**GOAL OF THE EXERCISE**
When you reach the line that contains "context.move_to(250, 357)" in the data below, copy it and every line after it exactly, adding nothing.

**RECORDS SUPPLIED**
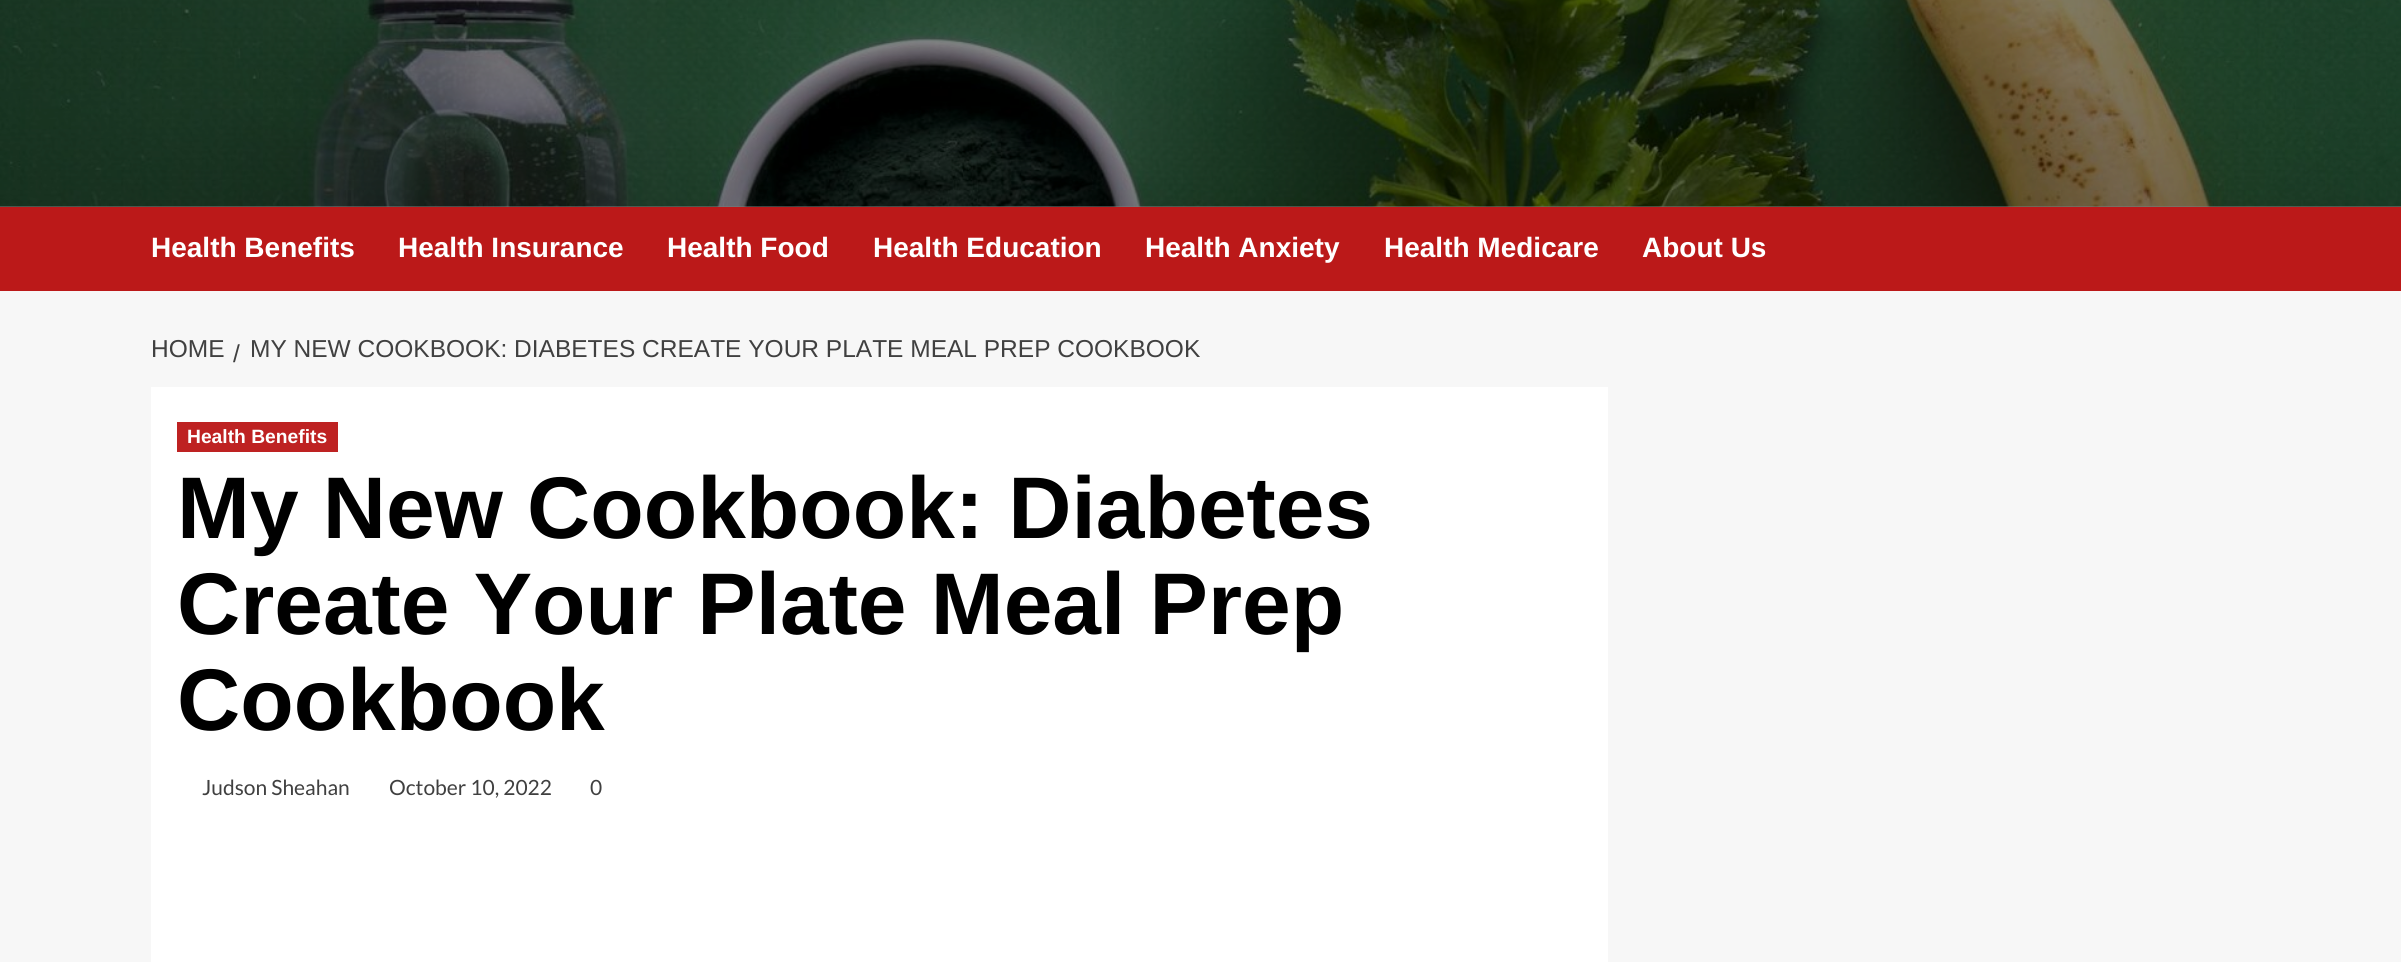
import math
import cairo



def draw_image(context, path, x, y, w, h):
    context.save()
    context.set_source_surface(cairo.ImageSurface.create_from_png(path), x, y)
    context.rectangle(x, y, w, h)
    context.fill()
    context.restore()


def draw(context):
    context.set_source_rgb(247 / 255, 247 / 255, 247 / 255)
    context.paint()
    context.set_source_rgb(124 / 255, 124 / 255, 124 / 255)
    context.rectangle(0, 206, 2401, 1)
    context.fill()
    draw_image(context, "images/1.png", 0, 0, 2401, 207)
    context.set_source_rgb(187 / 255, 25 / 255, 25 / 255)
    context.rectangle(0, 207, 2401, 84)
    context.fill()
    context.set_source_rgb(1, 1, 1)
    context.rectangle(151, 387, 1457, 575)
    context.fill()
    context.set_source_rgb(190 / 255, 34 / 255, 34 / 255)
    context.rectangle(177, 422, 161, 30)
    context.fill()
    context.select_font_face("Liberation Sans", cairo.FontSlant.NORMAL, cairo.FontWeight.BOLD)
    context.set_font_size(28)
    context.set_source_rgb(1, 1, 1)
    context.move_to(151, 257)
    context.show_text("Health Benefits")
    context.move_to(398, 257)
    context.show_text("Health Insurance")
    context.move_to(667, 257)
    context.show_text("Health Food")
    context.move_to(873, 257)
    context.show_text("Health Education")
    context.move_to(1145, 257)
    context.show_text("Health Anxiety")
    context.move_to(1384, 257)
    context.show_text("Health Medicare")
    context.move_to(1642, 257)
    context.show_text("About Us")
    context.select_font_face("Liberation Sans")
    context.set_font_size(24.5)
    context.set_source_rgb(64 / 255, 64 / 255, 64 / 255)
    context.move_to(151, 357)
    context.show_text("HOME")
    context.move_to(233, 362)
    context.show_text("/")
    context.move_to(250, 357)
    context.show_text("MY NEW COOKBOOK: DIABETES CREATE YOUR PLATE MEAL PREP COOKBOOK")
    context.select_font_face("Liberation Sans", cairo.FontSlant.NORMAL, cairo.FontWeight.BOLD)
    context.set_font_size(19.25)
    context.set_source_rgb(1, 1, 1)
    context.move_to(187, 443)
    context.show_text("Health Benefits")
    context.set_font_size(87.5)
    context.set_source_rgb(0, 0, 0)
    context.move_to(177, 538)
    context.show_text("My New Cookbook: Diabetes")
    context.move_to(177, 634)
    context.show_text("Create Your Plate Meal Prep")
    context.move_to(177, 730)
    context.show_text("Cookbook")
    context.select_font_face("Lato")
    context.set_font_size(21)
    context.set_source_rgb(64 / 255, 64 / 255, 64 / 255)
    context.move_to(202, 795)
    context.show_text("Judson Sheahan")
    context.move_to(389, 795)
    context.show_text("October 10, 2022")
    context.move_to(590, 795)
    context.show_text("0")


surface = cairo.ImageSurface(cairo.Format.RGB24, 2401, 962)
context = cairo.Context(surface)
options = cairo.FontOptions()
options.set_hint_metrics(cairo.HintMetrics.OFF)
options.set_hint_style(cairo.HintStyle.NONE)
context.set_font_options(options)
context.set_miter_limit(4)
draw(context)
surface.write_to_png("out.png")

**RESPONSE**
    context.move_to(250, 357)
    context.show_text("MY NEW COOKBOOK: DIABETES CREATE YOUR PLATE MEAL PREP COOKBOOK")
    context.select_font_face("Liberation Sans", cairo.FontSlant.NORMAL, cairo.FontWeight.BOLD)
    context.set_font_size(19.25)
    context.set_source_rgb(1, 1, 1)
    context.move_to(187, 443)
    context.show_text("Health Benefits")
    context.set_font_size(87.5)
    context.set_source_rgb(0, 0, 0)
    context.move_to(177, 538)
    context.show_text("My New Cookbook: Diabetes")
    context.move_to(177, 634)
    context.show_text("Create Your Plate Meal Prep")
    context.move_to(177, 730)
    context.show_text("Cookbook")
    context.select_font_face("Lato")
    context.set_font_size(21)
    context.set_source_rgb(64 / 255, 64 / 255, 64 / 255)
    context.move_to(202, 795)
    context.show_text("Judson Sheahan")
    context.move_to(389, 795)
    context.show_text("October 10, 2022")
    context.move_to(590, 795)
    context.show_text("0")


surface = cairo.ImageSurface(cairo.Format.RGB24, 2401, 962)
context = cairo.Context(surface)
options = cairo.FontOptions()
options.set_hint_metrics(cairo.HintMetrics.OFF)
options.set_hint_style(cairo.HintStyle.NONE)
context.set_font_options(options)
context.set_miter_limit(4)
draw(context)
surface.write_to_png("out.png")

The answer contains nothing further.